Los que hemos vivido la mayor parte de nuestra vida en chavismo hemos escuchado cuentos increíbles sobre la Venezuela de antes. Y digo increíbles porque es demasiado difícil imaginar cómo es que ir a comer un viernes por la noche en el bulevar de Sabana Grande era algo normal
Cuando mi abuelo llegó a este país, su primera quincena le alcanzaba para comprar, aproximadamente, 38 carritos de mercado llenos. Mi papá, con sus ahorros, logró comprarse un carro cuando tenía 19 años. Yo, a mis 21, salgo con mis amigos un fin de semana, y me quedo pelando bolas todo el mes.
El poder adquisitivo se convirtió en un mito, al igual que esas historias de la Venezuela Saudita.
Hoy todo es más aburrido. Los espacios para recrearse en Caracas se redujeron. Si no es porque es muy caro, es porque es muy inseguro; nuestra diversión está limitada.
Mucha gente prefiere rumbear en una casa antes que ir a una discoteca, y no es solo por el hecho de que te puedan secuestrar a las cuatro de la mañana en Las Mercedes, sino que un servicio de ron es algo que no vale la pena pagar. Y en las reuniones también se nota la decadencia porque el sabor de la curda que consumimos se acerca cada vez más al de la gasolina.
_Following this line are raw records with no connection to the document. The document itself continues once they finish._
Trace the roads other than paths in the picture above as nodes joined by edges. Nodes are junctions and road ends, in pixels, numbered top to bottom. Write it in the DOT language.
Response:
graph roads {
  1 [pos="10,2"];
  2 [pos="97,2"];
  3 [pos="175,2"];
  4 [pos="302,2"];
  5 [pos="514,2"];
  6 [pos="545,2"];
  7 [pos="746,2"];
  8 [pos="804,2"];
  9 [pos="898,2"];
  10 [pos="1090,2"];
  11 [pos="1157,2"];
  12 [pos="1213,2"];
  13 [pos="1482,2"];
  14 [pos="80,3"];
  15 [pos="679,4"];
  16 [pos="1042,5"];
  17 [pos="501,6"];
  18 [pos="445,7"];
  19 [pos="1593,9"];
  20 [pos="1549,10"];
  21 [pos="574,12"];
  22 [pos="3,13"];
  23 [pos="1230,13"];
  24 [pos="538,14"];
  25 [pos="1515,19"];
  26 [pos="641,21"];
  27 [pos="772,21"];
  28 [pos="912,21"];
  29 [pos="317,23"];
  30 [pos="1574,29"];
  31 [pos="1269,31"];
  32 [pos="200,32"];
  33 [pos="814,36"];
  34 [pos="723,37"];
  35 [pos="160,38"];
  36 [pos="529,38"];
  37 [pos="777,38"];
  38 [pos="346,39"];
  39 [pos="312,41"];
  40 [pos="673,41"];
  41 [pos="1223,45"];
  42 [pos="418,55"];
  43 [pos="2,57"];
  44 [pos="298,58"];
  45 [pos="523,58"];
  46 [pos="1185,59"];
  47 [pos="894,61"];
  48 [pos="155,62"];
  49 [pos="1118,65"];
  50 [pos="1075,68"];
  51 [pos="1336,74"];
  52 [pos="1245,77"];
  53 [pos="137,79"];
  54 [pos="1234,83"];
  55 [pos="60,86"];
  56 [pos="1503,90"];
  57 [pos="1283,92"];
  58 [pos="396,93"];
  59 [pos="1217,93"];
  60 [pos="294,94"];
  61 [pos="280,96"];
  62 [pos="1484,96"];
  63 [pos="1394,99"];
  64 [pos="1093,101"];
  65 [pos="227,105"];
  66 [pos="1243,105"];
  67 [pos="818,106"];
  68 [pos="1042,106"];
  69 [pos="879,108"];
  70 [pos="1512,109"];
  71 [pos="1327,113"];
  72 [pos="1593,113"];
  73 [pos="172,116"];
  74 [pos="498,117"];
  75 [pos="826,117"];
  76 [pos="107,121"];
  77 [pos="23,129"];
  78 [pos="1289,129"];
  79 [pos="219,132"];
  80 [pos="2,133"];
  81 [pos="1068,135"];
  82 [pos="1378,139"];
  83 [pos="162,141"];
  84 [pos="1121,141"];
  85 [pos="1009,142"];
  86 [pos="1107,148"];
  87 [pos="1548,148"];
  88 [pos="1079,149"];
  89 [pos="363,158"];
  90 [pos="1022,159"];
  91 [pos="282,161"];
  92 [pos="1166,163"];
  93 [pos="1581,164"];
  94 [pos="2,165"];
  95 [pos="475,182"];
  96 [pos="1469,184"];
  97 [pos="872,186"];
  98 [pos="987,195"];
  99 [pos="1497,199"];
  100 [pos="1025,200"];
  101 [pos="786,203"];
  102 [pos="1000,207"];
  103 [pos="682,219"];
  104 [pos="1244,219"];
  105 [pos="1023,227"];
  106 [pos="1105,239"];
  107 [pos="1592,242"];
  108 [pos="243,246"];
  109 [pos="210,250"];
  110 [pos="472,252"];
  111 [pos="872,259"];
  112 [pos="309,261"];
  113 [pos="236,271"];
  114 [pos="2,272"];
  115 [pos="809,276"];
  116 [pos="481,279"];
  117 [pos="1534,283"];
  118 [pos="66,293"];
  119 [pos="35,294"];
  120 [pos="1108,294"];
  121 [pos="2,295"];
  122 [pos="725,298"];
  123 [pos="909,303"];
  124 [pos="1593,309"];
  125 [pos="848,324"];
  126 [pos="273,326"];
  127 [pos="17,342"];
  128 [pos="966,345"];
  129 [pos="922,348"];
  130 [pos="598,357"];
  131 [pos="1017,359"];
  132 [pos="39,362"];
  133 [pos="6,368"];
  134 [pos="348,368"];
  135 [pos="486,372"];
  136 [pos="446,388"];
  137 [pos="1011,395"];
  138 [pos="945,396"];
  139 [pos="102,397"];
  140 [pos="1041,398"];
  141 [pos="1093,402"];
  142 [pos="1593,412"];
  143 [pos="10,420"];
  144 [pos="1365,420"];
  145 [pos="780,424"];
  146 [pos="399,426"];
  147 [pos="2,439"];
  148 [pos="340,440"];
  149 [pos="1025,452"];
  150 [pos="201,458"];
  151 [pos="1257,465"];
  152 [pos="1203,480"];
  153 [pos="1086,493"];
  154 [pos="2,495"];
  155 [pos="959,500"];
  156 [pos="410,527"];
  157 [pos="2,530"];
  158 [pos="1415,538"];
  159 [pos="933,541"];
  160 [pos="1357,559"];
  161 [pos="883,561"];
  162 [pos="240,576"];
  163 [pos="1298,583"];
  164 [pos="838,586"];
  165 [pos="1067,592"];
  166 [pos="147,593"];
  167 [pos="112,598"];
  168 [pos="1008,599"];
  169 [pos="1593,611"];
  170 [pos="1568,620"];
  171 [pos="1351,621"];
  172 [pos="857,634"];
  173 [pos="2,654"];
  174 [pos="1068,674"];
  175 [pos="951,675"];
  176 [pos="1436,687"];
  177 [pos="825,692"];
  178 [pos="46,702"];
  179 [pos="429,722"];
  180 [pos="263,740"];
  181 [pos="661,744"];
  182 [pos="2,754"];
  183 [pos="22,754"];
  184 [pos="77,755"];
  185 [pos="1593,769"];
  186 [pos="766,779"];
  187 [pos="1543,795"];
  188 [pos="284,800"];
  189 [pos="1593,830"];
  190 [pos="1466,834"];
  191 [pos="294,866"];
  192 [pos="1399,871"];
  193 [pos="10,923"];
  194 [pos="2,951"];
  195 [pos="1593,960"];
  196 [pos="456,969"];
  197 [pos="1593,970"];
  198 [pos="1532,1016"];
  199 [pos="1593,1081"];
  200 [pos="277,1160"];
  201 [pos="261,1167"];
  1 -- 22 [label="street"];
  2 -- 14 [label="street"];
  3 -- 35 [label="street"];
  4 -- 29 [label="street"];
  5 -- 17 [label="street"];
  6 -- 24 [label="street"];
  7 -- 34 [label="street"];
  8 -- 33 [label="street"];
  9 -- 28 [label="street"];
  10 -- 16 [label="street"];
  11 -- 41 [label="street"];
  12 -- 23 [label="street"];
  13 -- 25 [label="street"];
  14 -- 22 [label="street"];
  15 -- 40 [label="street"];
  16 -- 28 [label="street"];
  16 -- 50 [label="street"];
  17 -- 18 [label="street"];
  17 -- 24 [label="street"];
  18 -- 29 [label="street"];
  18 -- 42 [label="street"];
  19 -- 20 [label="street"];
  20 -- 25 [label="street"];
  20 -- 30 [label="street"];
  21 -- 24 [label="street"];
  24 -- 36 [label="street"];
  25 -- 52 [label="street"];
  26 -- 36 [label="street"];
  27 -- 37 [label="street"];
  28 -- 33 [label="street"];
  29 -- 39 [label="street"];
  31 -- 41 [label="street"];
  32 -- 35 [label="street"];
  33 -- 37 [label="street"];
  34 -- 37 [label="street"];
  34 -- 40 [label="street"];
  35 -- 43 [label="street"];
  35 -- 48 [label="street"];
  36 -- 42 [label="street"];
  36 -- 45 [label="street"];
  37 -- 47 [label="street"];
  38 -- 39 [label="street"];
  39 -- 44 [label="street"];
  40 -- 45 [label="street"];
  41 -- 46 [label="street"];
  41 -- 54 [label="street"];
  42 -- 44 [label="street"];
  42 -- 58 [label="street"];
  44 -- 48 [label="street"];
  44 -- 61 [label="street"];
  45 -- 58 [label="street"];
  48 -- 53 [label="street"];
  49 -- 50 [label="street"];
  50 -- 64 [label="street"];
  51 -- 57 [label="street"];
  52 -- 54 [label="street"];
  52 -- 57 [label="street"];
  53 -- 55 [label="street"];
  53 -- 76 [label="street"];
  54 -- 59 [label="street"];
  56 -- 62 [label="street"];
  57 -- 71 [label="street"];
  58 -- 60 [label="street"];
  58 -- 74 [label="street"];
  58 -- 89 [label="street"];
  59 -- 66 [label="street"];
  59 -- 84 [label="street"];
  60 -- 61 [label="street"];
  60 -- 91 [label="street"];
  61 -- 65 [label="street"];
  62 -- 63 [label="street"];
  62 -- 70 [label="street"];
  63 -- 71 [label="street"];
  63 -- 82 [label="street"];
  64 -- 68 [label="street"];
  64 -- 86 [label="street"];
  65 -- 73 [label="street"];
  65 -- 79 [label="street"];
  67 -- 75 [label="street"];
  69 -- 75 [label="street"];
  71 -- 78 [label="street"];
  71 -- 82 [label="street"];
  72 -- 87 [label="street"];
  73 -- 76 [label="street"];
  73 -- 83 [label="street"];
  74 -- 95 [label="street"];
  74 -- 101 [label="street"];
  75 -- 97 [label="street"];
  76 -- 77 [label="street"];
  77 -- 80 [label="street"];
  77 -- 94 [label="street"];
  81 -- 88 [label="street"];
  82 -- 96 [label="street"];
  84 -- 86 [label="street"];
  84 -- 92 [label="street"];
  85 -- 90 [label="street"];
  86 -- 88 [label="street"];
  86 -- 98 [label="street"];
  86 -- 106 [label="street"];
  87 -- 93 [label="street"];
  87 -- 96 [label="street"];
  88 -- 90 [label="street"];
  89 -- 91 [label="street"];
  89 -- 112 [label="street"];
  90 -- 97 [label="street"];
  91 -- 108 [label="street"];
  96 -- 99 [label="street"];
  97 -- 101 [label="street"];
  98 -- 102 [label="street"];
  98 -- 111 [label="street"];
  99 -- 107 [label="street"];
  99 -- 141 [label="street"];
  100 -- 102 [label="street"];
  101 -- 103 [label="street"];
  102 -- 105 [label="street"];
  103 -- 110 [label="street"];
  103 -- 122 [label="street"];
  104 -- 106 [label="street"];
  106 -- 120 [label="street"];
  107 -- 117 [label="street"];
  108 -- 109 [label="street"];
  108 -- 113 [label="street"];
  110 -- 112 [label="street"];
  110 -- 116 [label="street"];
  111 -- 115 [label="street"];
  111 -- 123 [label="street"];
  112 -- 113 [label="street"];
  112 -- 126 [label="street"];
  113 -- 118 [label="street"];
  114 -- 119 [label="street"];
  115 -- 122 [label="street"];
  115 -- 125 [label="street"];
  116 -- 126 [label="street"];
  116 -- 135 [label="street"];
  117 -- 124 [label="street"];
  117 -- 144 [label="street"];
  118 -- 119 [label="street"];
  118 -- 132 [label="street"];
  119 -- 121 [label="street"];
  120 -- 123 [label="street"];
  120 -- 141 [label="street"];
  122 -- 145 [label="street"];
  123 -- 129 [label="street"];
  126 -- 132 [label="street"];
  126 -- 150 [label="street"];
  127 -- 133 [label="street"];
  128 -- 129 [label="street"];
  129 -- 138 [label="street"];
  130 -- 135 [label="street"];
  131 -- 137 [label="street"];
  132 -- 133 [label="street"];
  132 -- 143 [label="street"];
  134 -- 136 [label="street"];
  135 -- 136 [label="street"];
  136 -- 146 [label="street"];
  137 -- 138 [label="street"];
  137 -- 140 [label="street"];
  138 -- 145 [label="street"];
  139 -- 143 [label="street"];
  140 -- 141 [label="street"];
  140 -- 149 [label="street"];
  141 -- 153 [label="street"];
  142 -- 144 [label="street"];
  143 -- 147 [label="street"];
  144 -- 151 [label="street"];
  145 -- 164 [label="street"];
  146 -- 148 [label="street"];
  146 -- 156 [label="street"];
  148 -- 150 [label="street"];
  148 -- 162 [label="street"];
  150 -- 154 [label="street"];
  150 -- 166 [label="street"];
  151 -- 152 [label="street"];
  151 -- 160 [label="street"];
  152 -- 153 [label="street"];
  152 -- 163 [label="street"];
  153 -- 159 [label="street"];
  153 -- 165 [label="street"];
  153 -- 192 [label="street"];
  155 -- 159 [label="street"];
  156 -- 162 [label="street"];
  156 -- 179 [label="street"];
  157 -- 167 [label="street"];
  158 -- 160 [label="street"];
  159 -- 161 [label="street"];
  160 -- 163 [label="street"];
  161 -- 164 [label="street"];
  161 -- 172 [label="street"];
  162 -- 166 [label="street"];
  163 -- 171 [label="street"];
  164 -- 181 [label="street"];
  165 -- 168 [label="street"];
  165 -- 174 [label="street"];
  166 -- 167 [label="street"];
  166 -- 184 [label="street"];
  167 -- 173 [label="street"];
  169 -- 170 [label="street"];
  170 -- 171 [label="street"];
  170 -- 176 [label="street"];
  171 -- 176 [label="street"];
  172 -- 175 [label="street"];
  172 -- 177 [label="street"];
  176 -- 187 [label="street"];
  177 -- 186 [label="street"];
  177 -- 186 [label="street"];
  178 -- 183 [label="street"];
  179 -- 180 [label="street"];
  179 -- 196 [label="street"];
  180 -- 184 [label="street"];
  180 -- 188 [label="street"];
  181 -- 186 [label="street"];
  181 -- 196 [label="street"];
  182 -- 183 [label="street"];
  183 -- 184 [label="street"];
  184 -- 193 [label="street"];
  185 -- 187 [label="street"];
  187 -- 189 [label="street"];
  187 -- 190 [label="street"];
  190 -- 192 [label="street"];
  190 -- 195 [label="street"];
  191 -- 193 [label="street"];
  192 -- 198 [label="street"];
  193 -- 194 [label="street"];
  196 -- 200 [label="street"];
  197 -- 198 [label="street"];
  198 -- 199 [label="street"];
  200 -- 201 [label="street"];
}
Yo prefiero invitar a mi novia a casa para ver películas piratas antes que invitarla al cine y dejar veinte palos en cotufas. Me encantaría llevarla a comer todos los fines de semana, pero es una renta que no puedo costear.
También me gustaría comprar un carro y no depender de que mi papá me preste el suyo, pero estoy claro de que no voy a poder vivir los 123 años que necesito trabajar para ahorrar el dinero necesario. Obviamente, ya me olvidé de comprar ropa nueva. Mucho menos podría pensar en comprarme un apartamento.
Las protestas son una buena excusa para salir. Por eso marchamos juntos.
Nuestras citas no serán las mas románticas, pero la vida continúa y no podemos dejar que el comunismo también nos quite los pocos espacios de felicidad que aún nos quedan.
Hablo con conocidos que emigraron, y me doy cuenta de que acá nos estamos perdiendo muchas experiencias que son normales en cualquier otro lugar. En el exterior, cuadrar una salida parece sencillo. Acá es necesario crear todo un protocolo para bajar a la playa. Y cuando vamos a Pelúa, las autoridades nos botan a cierta hora para evitar que seamos víctimas de la inseguridad. Acampar tampoco es una opción. Ni en las playas ni en El Ávila, porque también se ha convertido en una zona roja.
Ser joven en Venezuela no es tan divertido.
Todos tenemos ganas de vivir la juventud como se haría en un país normal: asistiendo a grandes conciertos, haciendo turismo por el país, o simplemente comprando ropa nueva.
Ni siquiera me imagino lo patético que debe ser vivir la niñez acá que no hay ni comida ni medicinas que garanticen un buen crecimiento. Y los «privilegiados», que no tienen que pasar hambre o comer de la basura, se tienen que limitar a entretenerse con la televisión o el internet, porque tampoco hay juguetes (o al menos no buenos y accesibles) para vivir como un niño normal.
Definitivamente, Venezuela ya no es lo que alguna vez llegó a ser, pero estoy seguro de que, en algún momento, vamos a superar esta crisis.
Lo malo es que cuando eso pase nuestra juventud también se habrá ido y eso es algo que no se puede recuperar. Mientras tanto nos tocará seguir reinventándonos para vivirla -si es que el hampa o la GNB, valga la redundancia, no nos la quita primero.